**What this task involves:** Lines in the listing below that hold "Quinby" are the ones to copy.

**Supplied information:**
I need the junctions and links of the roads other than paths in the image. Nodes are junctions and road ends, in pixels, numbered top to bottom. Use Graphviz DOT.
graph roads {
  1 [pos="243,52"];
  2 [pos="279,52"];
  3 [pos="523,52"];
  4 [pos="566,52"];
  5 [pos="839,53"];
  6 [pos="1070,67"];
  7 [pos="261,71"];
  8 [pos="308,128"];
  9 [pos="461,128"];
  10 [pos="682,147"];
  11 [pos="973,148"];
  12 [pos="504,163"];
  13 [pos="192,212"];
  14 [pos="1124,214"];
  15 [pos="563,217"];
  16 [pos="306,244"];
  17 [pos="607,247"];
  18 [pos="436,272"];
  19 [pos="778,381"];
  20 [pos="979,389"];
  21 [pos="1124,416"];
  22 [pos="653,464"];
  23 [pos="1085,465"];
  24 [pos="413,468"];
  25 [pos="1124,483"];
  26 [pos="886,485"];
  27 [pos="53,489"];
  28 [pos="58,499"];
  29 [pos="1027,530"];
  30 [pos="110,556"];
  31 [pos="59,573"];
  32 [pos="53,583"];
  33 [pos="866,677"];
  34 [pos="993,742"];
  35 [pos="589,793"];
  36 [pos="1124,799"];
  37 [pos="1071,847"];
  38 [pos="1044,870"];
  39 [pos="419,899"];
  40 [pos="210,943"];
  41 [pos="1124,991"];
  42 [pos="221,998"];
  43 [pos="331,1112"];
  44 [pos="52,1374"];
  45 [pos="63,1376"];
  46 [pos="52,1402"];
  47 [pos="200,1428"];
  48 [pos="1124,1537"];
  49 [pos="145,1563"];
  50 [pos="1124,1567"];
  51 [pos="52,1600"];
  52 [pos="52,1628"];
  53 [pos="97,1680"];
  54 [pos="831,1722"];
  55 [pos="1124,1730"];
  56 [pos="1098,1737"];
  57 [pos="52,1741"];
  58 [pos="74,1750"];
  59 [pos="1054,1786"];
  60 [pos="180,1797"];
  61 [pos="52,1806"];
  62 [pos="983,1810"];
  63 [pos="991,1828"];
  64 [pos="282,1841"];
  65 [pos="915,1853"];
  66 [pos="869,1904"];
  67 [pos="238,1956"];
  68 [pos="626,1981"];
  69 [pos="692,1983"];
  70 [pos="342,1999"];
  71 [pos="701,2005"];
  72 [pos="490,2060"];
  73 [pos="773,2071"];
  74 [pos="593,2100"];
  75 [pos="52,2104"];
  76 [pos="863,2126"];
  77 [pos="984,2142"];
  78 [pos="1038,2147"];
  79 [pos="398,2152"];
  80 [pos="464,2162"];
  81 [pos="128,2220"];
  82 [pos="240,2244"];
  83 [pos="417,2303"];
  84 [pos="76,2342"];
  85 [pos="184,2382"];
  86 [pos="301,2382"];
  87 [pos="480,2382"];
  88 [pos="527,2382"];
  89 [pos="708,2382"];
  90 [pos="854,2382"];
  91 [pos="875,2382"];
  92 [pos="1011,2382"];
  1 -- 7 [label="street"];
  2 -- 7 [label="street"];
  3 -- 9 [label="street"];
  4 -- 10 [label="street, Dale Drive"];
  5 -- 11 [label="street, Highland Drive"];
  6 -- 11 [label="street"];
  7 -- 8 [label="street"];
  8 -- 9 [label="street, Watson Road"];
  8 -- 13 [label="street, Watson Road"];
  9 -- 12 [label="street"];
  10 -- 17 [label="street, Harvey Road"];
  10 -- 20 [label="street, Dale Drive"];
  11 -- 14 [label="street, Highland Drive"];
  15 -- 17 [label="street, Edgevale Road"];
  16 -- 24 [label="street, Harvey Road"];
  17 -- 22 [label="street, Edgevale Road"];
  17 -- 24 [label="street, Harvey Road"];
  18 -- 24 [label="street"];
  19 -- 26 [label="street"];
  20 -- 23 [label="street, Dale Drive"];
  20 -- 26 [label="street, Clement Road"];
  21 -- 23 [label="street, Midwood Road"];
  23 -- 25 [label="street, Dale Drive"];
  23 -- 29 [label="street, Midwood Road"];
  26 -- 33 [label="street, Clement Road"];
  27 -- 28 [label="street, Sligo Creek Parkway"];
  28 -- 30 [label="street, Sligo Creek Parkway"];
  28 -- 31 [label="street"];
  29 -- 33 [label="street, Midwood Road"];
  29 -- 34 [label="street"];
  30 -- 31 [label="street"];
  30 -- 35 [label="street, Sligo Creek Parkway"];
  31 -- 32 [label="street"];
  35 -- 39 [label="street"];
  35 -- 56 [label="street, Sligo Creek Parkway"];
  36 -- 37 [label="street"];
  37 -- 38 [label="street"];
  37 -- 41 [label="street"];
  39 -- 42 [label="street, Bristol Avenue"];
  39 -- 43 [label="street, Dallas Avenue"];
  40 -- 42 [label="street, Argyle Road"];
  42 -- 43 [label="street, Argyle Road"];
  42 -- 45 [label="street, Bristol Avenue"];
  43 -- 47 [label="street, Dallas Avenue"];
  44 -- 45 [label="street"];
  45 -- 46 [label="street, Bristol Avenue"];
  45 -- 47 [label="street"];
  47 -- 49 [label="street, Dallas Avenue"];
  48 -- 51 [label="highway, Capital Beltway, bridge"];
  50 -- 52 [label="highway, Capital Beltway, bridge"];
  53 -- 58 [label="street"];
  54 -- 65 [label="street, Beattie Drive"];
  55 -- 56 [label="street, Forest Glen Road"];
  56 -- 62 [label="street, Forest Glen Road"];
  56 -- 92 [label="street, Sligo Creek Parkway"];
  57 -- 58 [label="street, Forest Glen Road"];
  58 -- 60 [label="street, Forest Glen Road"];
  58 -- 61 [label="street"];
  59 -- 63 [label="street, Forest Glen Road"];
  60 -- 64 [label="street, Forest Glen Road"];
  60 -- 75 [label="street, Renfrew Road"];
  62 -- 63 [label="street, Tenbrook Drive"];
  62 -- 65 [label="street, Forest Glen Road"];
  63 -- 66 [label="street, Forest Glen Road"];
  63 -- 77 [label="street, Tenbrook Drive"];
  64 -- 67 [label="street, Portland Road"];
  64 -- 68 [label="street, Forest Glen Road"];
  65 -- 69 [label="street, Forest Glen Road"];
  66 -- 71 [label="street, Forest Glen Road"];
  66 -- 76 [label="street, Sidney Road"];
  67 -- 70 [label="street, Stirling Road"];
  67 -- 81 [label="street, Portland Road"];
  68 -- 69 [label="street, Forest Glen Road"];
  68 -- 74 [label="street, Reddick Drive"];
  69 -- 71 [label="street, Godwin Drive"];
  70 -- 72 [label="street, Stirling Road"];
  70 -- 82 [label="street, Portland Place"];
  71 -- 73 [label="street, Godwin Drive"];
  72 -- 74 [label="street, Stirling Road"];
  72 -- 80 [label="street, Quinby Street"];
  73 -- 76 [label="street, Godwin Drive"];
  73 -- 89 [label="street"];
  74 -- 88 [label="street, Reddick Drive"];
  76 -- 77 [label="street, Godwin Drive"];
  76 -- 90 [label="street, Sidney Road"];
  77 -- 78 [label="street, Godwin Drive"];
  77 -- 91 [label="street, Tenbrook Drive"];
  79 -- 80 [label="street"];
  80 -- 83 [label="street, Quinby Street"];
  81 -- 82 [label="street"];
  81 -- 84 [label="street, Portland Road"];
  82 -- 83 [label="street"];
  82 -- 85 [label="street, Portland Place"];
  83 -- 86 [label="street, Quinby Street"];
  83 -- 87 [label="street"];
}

**Answer to this problem:**
  72 -- 80 [label="street, Quinby Street"];
  80 -- 83 [label="street, Quinby Street"];
  83 -- 86 [label="street, Quinby Street"];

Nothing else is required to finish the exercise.